Epperò, da un pò di tempo mi chiedo: la fede può essere concepita – in perfetta onestà – come qualcosa di “utile per qualcosa”? Può essere vista come una via per la speranza, per la gioia, per la vita piena, per la buona società? O queste non sono forse, non dovrebbero essere (e nemmeno sempre) conseguenze seconde? Si può avere la fede per uno scopo? Può essere uno “strumento per”? O non si tratta forse di una condizione, nella quale si casca dentro, e che però non risolve l’inquietudine del cuore, ma solo le assegna un senso? C’è forse il rischio di spaventare troppo la gente se si dice – come la preghiera del canone ambrosiano – che in fondo si tratta di inquietare la falsa pace delle coscienze? O se si riconosce che la ricerca di fede non si appaga mai, e che anche quando si trova davvero il Cristo lo si continua a mendicare sempre, perchè la Grazia dell’incontro con Lui non è mai comunque piena in questa vita? Come si fa a purificare la fede dai suoi equivoci consolatori, a sfidarla nella sua nudità e severità, nella sua scarna esigenza?
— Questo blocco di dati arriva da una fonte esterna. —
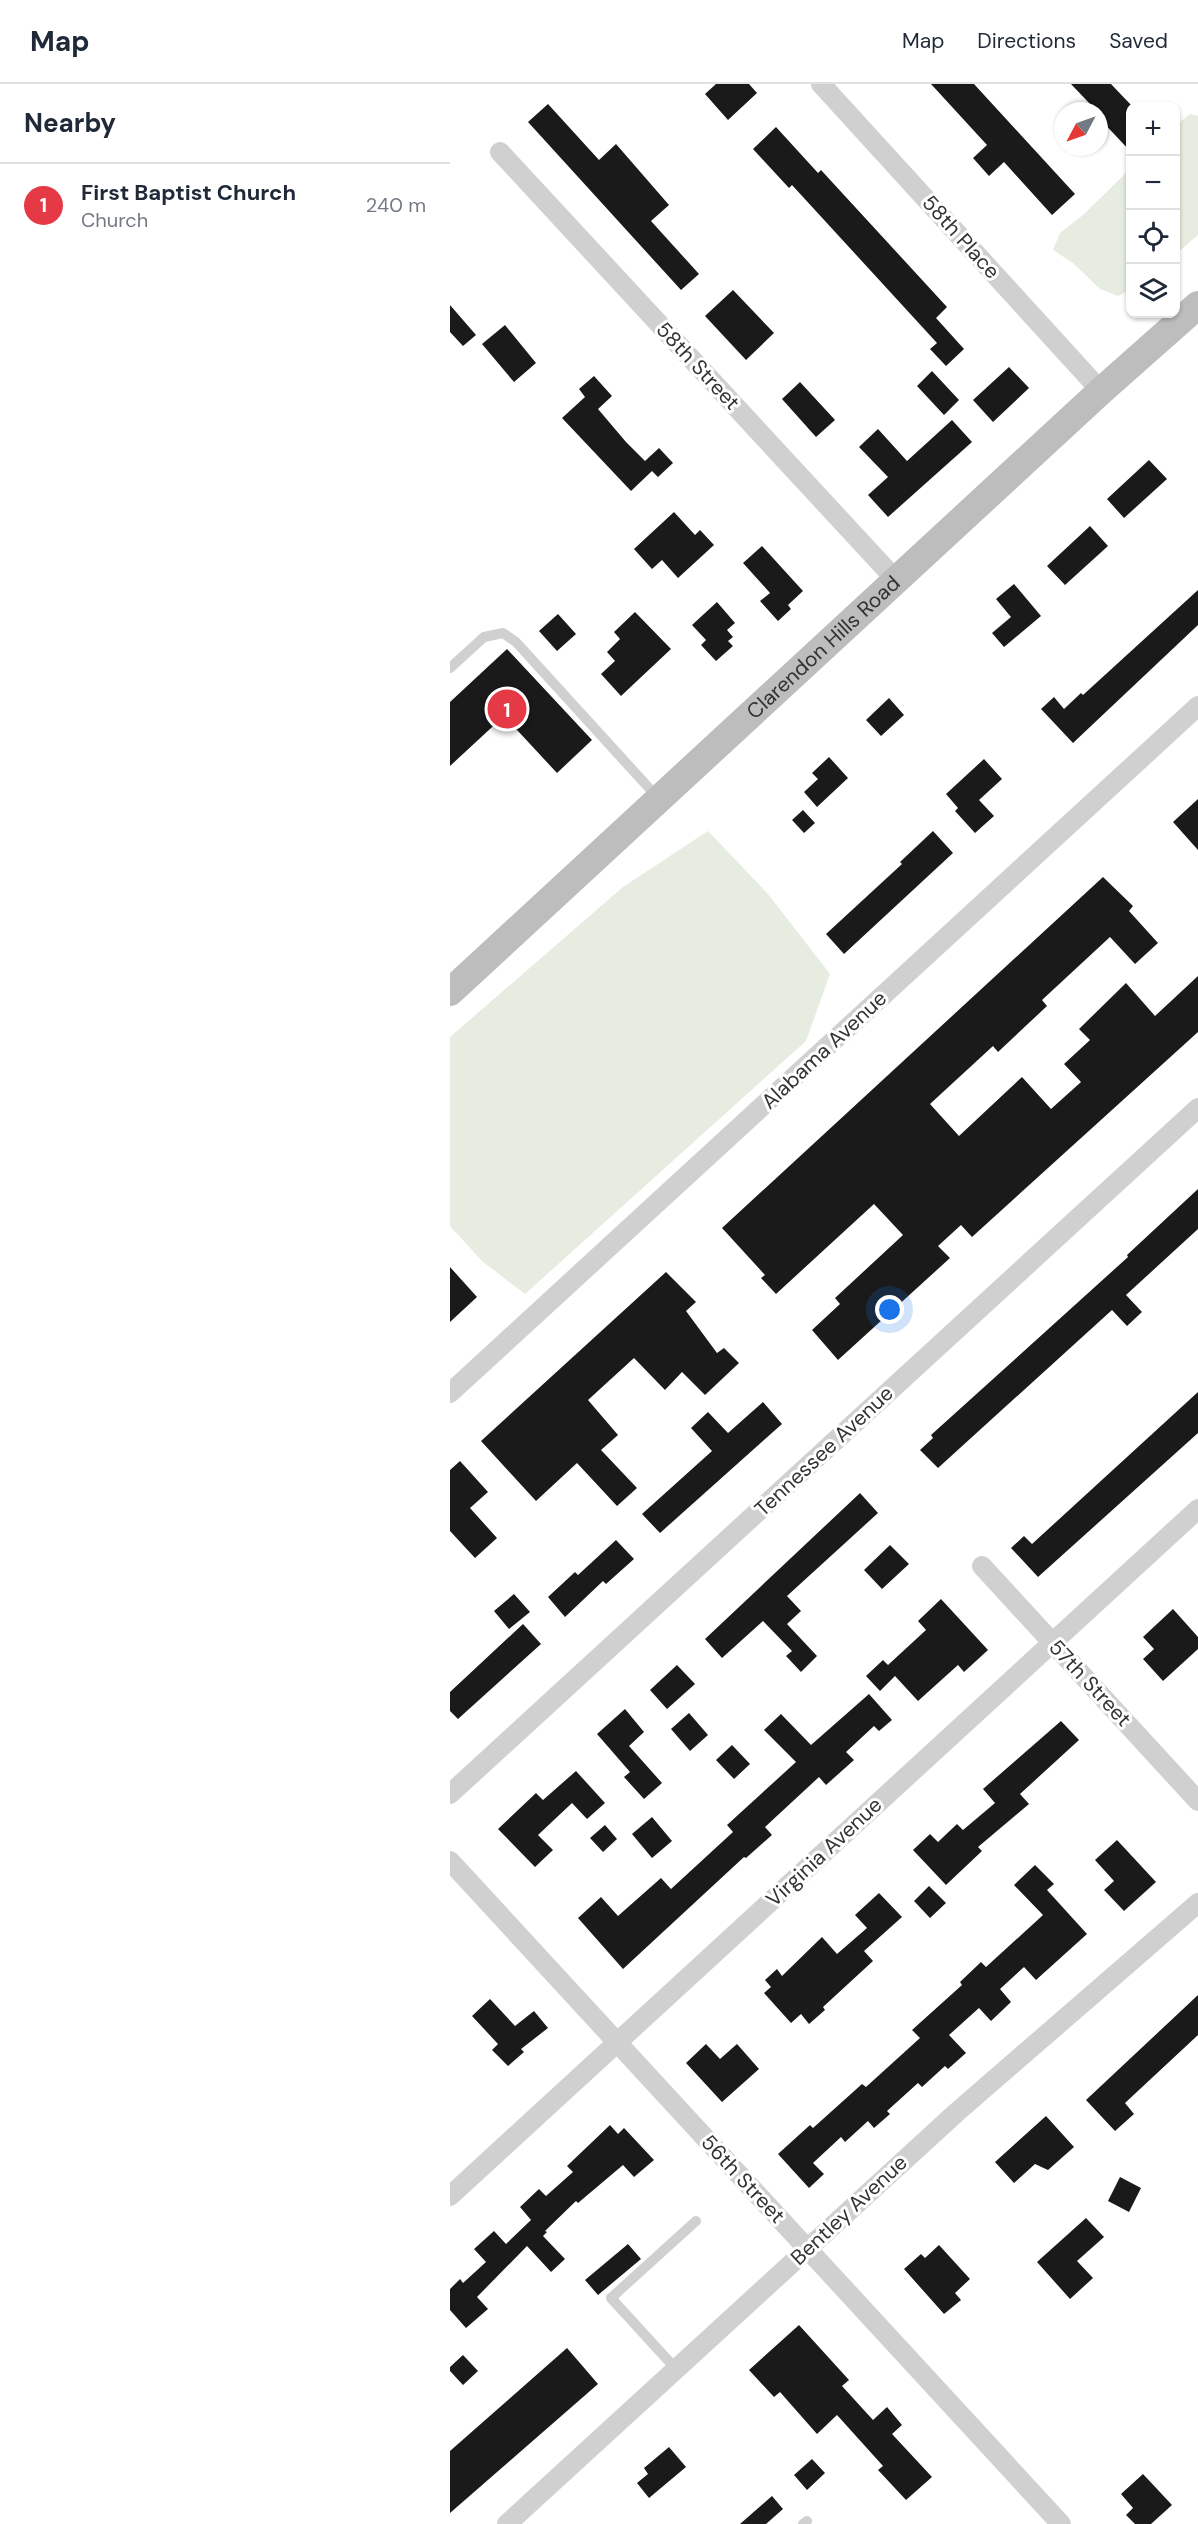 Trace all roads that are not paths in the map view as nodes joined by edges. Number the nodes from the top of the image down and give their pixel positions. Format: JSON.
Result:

Davvero Benedetto XVI ha la grande dote di saper usare le parole e’ questo il suo punto di forza, lui sa come stupire, come catturare l’attenzione, come arrivare a colpire il segno, riesce sempre a fare in modo che i suoi interventi si fissino nella mente di coloro che lo ascoltano, immediatamente poi si creano riflessioni e si deve assimlare bene i contenuti dei suoi discorsi, rielaborarli, ma alla fine tutto torna inevitabilemente all’origine, cioe’ a quanto lui ha affermato, dopo averlo compreso e assimilato non puoi che sposare le sue parole, farle tue e metterle in pratica. Papa Ratzinger non ha paura degli effetti che le sue parole possono avere, ne’ si fa scrupoli degli argomenti da trattare il suo compito e’ richiamare l’attenzione dei fedeli, dei cattolici su determinati valori e tutte le starde che portano a questo sono giuste, se poi partono anche le critiche, sicuramente sono contate, anche quelle in un certo senso fanno aprte del gioco.
Papa Ratzinger non ha la presenza scenica di Wojtyla ne’ la sua grande gestualita’ , ne e’ consapevole e giustamente non ha nemmeno provato a calcare questa eredita’ del suo predecessore, Benedetto XVI ha dalla sua pero’ un’enorme espressivita’ a volte i suoi sguardi sono piu’ eloquenti di mile discorsi, in un certo senso basta fissare i suoi occhi per penetrare la sua anima, il piu’ delle volte se lo guardi capisci perfettamente quello che ti vuole trasmettere.
Penso che dovremo ascoltare bene e con infinita attenzione le parole di quest’uomo, ma sarebbe bene poterlo fare guardandolo negli occhi, fissando il suo viso, mi creda non c’e’ esperianza al mondo piu’ bella di questa,e’ tutta qui la forza di Papa Benedetto XVI.
Francesca.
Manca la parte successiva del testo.